• Weighing Your Options: Is Angioplasty and Stenting Right for You?

    You may or may not be a good candidate for angioplasty and stenting. If you have blockages in your arteries, your doctor will assess the severity of your cardiovascular disease, your risk factors and your ability to take medication and tolerate the side effects to determine where you fit best among a range of treatment options.

    If you are at the beginning stages of cardiovascular disease, changing lifestyle habits, such as diet and exercise, might be enough to get you on track for good health. For other patients, medication in addition to lifestyle changes may be the best approach for slowing or reversing the progress of cardiovascular disease.

    But if you are taken to the emergency room for a heart attack, research findings and medical guidelines clearly recommend treatment with angioplasty and stenting. In fact, if you are having a heart attack, angioplasty and stenting can save your heart muscle and your life.

    If you are considering angioplasty and stenting to ease chest pain, shortness of breath, and other symptoms of heart disease that have been stable and going on for weeks or months or to resolve symptoms of blockages in arteries elsewhere in your body, you may want to take some time to learn about the procedure and options for treating those specific conditions before making a decision.

    Do Your Homework

    If you have decisions to make about your treatment, a good place to start is to learn as much as you can about angioplasty and stenting. Many articles on the subject are available in this treatment center. Next, discuss this and other treatment options with your healthcare providers. With their medical training, experience and knowledge of practice guidelines, they will consider your unique medical history, risk factors, current symptoms, lifestyle expectations and the results of tests, to arrive at a recommended treatment plan that works best for you.

    Questions to Ask Your Doctor

    When you talk to your doctor, a few basic questions can serve as a great starting point for a conversation about whether angioplasty and stenting is right for you.
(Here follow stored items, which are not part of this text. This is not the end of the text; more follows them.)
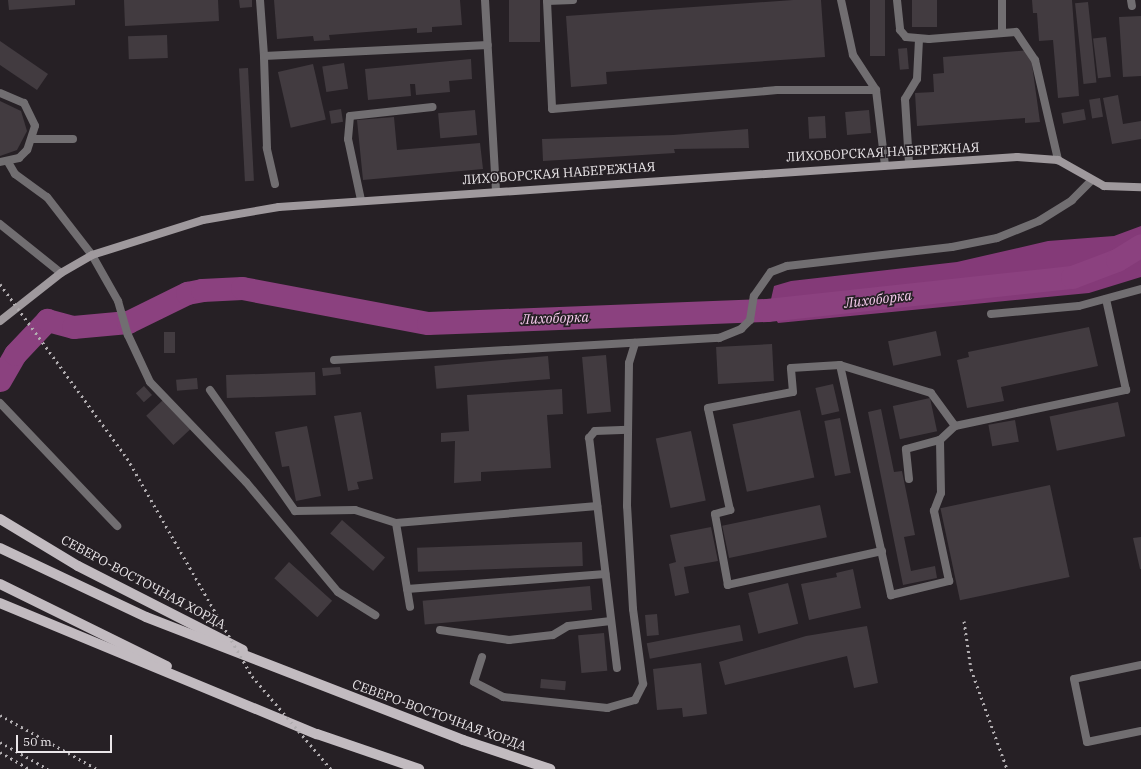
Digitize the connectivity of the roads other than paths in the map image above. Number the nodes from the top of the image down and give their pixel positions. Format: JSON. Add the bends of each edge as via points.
{"nodes":[{"id":1,"x":260,"y":0,"type":"edge"},
{"id":2,"x":485,"y":0,"type":"edge"},
{"id":3,"x":573,"y":0,"type":"edge"},
{"id":4,"x":841,"y":0,"type":"edge"},
{"id":5,"x":897,"y":0,"type":"edge"},
{"id":6,"x":1002,"y":0,"type":"edge"},
{"id":7,"x":1002,"y":31,"type":"junction"},
{"id":8,"x":919,"y":39,"type":"junction"},
{"id":9,"x":488,"y":45,"type":"junction"},
{"id":10,"x":264,"y":56,"type":"junction"},
{"id":11,"x":876,"y":90,"type":"junction"},
{"id":12,"x":0,"y":93,"type":"edge"},
{"id":13,"x":433,"y":107,"type":"dead end"},
{"id":14,"x":33,"y":139,"type":"junction"},
{"id":15,"x":73,"y":139,"type":"dead end"},
{"id":16,"x":1058,"y":160,"type":"junction"},
{"id":17,"x":4,"y":162,"type":"edge"},
{"id":18,"x":909,"y":164,"type":"junction"},
{"id":19,"x":885,"y":165,"type":"junction"},
{"id":20,"x":1092,"y":180,"type":"junction"},
{"id":21,"x":275,"y":184,"type":"dead end"},
{"id":22,"x":1141,"y":187,"type":"edge"},
{"id":23,"x":496,"y":191,"type":"junction"},
{"id":24,"x":361,"y":200,"type":"junction"},
{"id":25,"x":0,"y":224,"type":"edge"},
{"id":26,"x":92,"y":255,"type":"junction"},
{"id":27,"x":61,"y":273,"type":"junction"},
{"id":28,"x":1141,"y":289,"type":"edge"},
{"id":29,"x":1106,"y":299,"type":"junction"},
{"id":30,"x":991,"y":314,"type":"dead end"},
{"id":31,"x":0,"y":321,"type":"edge"},
{"id":32,"x":635,"y":343,"type":"junction"},
{"id":33,"x":334,"y":360,"type":"dead end"},
{"id":34,"x":840,"y":365,"type":"junction"},
{"id":35,"x":210,"y":390,"type":"dead end"},
{"id":36,"x":2,"y":404,"type":"edge"},
{"id":37,"x":955,"y":426,"type":"junction"},
{"id":38,"x":628,"y":430,"type":"junction"},
{"id":39,"x":940,"y":440,"type":"junction"},
{"id":40,"x":909,"y":479,"type":"dead end"},
{"id":41,"x":597,"y":506,"type":"junction"},
{"id":42,"x":0,"y":519,"type":"edge"},
{"id":43,"x":396,"y":523,"type":"junction"},
{"id":44,"x":117,"y":526,"type":"dead end"},
{"id":45,"x":0,"y":548,"type":"edge"},
{"id":46,"x":882,"y":551,"type":"junction"},
{"id":47,"x":605,"y":574,"type":"junction"},
{"id":48,"x":0,"y":584,"type":"edge"},
{"id":49,"x":407,"y":589,"type":"junction"},
{"id":50,"x":0,"y":603,"type":"edge"},
{"id":51,"x":410,"y":606,"type":"dead end"},
{"id":52,"x":375,"y":615,"type":"dead end"},
{"id":53,"x":611,"y":621,"type":"junction"},
{"id":54,"x":440,"y":630,"type":"dead end"},
{"id":55,"x":482,"y":657,"type":"dead end"},
{"id":56,"x":1141,"y":665,"type":"edge"},
{"id":57,"x":616,"y":668,"type":"dead end"},
{"id":58,"x":275,"y":669,"type":"junction"},
{"id":59,"x":244,"y":703,"type":"junction"},
{"id":60,"x":1141,"y":731,"type":"edge"},
{"id":61,"x":419,"y":769,"type":"edge"},
{"id":62,"x":550,"y":769,"type":"edge"}],
"edges":[{"from":1,"to":10,"type":"lane"},
{"from":2,"to":9,"type":"lane"},
{"from":3,"to":11,"type":"lane","via":[[547,1],[552,109],[777,90]]},
{"from":4,"to":11,"type":"lane","via":[[853,55]]},
{"from":5,"to":8,"type":"lane","via":[[900,30],[906,37]]},
{"from":6,"to":7,"type":"lane"},
{"from":7,"to":8,"type":"lane"},
{"from":7,"to":16,"type":"lane","via":[[1016,32],[1035,60]]},
{"from":8,"to":18,"type":"lane","via":[[917,79],[904,99]]},
{"from":9,"to":10,"type":"lane"},
{"from":9,"to":23,"type":"lane"},
{"from":10,"to":21,"type":"lane","via":[[267,148]]},
{"from":11,"to":19,"type":"lane"},
{"from":12,"to":14,"type":"lane","via":[[24,103],[35,126]]},
{"from":13,"to":24,"type":"lane","via":[[350,116],[348,139]]},
{"from":14,"to":15,"type":"lane"},
{"from":14,"to":17,"type":"lane","via":[[23,154]]},
{"from":16,"to":18,"type":"street","name":"ЛИХОБОРСКАЯ НАБЕРЕЖНАЯ","via":[[1017,157]]},
{"from":16,"to":20,"type":"street","name":"ЛИХОБОРСКАЯ НАБЕРЕЖНАЯ"},
{"from":17,"to":26,"type":"lane","via":[[15,174],[47,197]]},
{"from":18,"to":19,"type":"street","name":"ЛИХОБОРСКАЯ НАБЕРЕЖНАЯ"},
{"from":19,"to":23,"type":"street","name":"ЛИХОБОРСКАЯ НАБЕРЕЖНАЯ"},
{"from":20,"to":22,"type":"street","name":"ЛИХОБОРСКАЯ НАБЕРЕЖНАЯ","via":[[1118,189]]},
{"from":20,"to":32,"type":"lane","via":[[1072,200],[1039,221],[997,238],[952,247],[787,266],[771,272],[754,296],[750,320],[741,329],[719,338]]},
{"from":23,"to":24,"type":"street","name":"ЛИХОБОРСКАЯ НАБЕРЕЖНАЯ"},
{"from":24,"to":26,"type":"street","name":"ЛИХОБОРСКАЯ НАБЕРЕЖНАЯ","via":[[203,220]]},
{"from":25,"to":27,"type":"lane"},
{"from":26,"to":27,"type":"street","name":"ЛИХОБОРСКАЯ НАБЕРЕЖНАЯ"},
{"from":26,"to":52,"type":"lane","via":[[118,301],[128,335],[150,382],[246,482],[338,592]]},
{"from":27,"to":31,"type":"street","name":"ЛИХОБОРСКАЯ НАБЕРЕЖНАЯ"},
{"from":28,"to":29,"type":"lane"},
{"from":29,"to":30,"type":"lane","via":[[1079,306]]},
{"from":29,"to":37,"type":"lane","via":[[1126,390]]},
{"from":32,"to":33,"type":"lane"},
{"from":32,"to":38,"type":"lane","via":[[629,363]]},
{"from":34,"to":37,"type":"lane","via":[[931,393]]},
{"from":34,"to":46,"type":"lane"},
{"from":34,"to":46,"type":"lane","via":[[791,368],[793,392],[708,408],[730,510],[715,514],[728,585]]},
{"from":35,"to":43,"type":"lane","via":[[295,511],[355,510]]},
{"from":36,"to":44,"type":"lane"},
{"from":37,"to":39,"type":"lane"},
{"from":38,"to":41,"type":"lane","via":[[595,432],[589,438]]},
{"from":38,"to":55,"type":"lane","via":[[627,506],[632,609],[643,684],[635,700],[607,708],[503,697],[474,682]]},
{"from":39,"to":40,"type":"lane","via":[[906,449]]},
{"from":39,"to":46,"type":"lane","via":[[941,493],[934,511],[949,581],[891,595]]},
{"from":41,"to":43,"type":"lane"},
{"from":41,"to":47,"type":"lane"},
{"from":42,"to":58,"type":"main road","name":"СЕВЕРО-ВОСТОЧНАЯ ХОРДА","via":[[78,566],[201,627]]},
{"from":43,"to":49,"type":"lane"},
{"from":45,"to":58,"type":"main road","name":"СЕВЕРО-ВОСТОЧНАЯ ХОРДА","via":[[70,583]]},
{"from":47,"to":49,"type":"lane"},
{"from":47,"to":53,"type":"lane"},
{"from":48,"to":59,"type":"main road"},
{"from":49,"to":51,"type":"lane"},
{"from":50,"to":59,"type":"main road"},
{"from":53,"to":54,"type":"lane","via":[[568,626],[553,635],[508,640]]},
{"from":53,"to":57,"type":"lane"},
{"from":56,"to":60,"type":"lane","via":[[1074,679],[1087,742]]},
{"from":58,"to":62,"type":"main road","name":"СЕВЕРО-ВОСТОЧНАЯ ХОРДА"},
{"from":59,"to":61,"type":"main road","via":[[317,734]]}]}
Consider using these questions at your next appointment to guide your discussion with the doctor. Take notes to help you recall important points to consider and discuss with your family when you go home.


    • What are the benefits of the procedure for me?
    • What are the risks of angioplasty and stenting for me?
    • What are my alternatives?
    • Could I be treated with medicines instead of angioplasty and stenting?
    • Will angioplasty and stenting save my life?
    • Will a stent cause blood clots?
    • What type of stent do you recommend for me? Bare metal? Drug-eluting?
    • How long will I need to stay in the hospital?
    • How will I feel after the procedure?
    • How long after the procedure before I can get back to my regular routine?
    • What limitations will I have after the procedure, both short and long term?
    • What follow-up will be necessary after the procedure? What do I need to do?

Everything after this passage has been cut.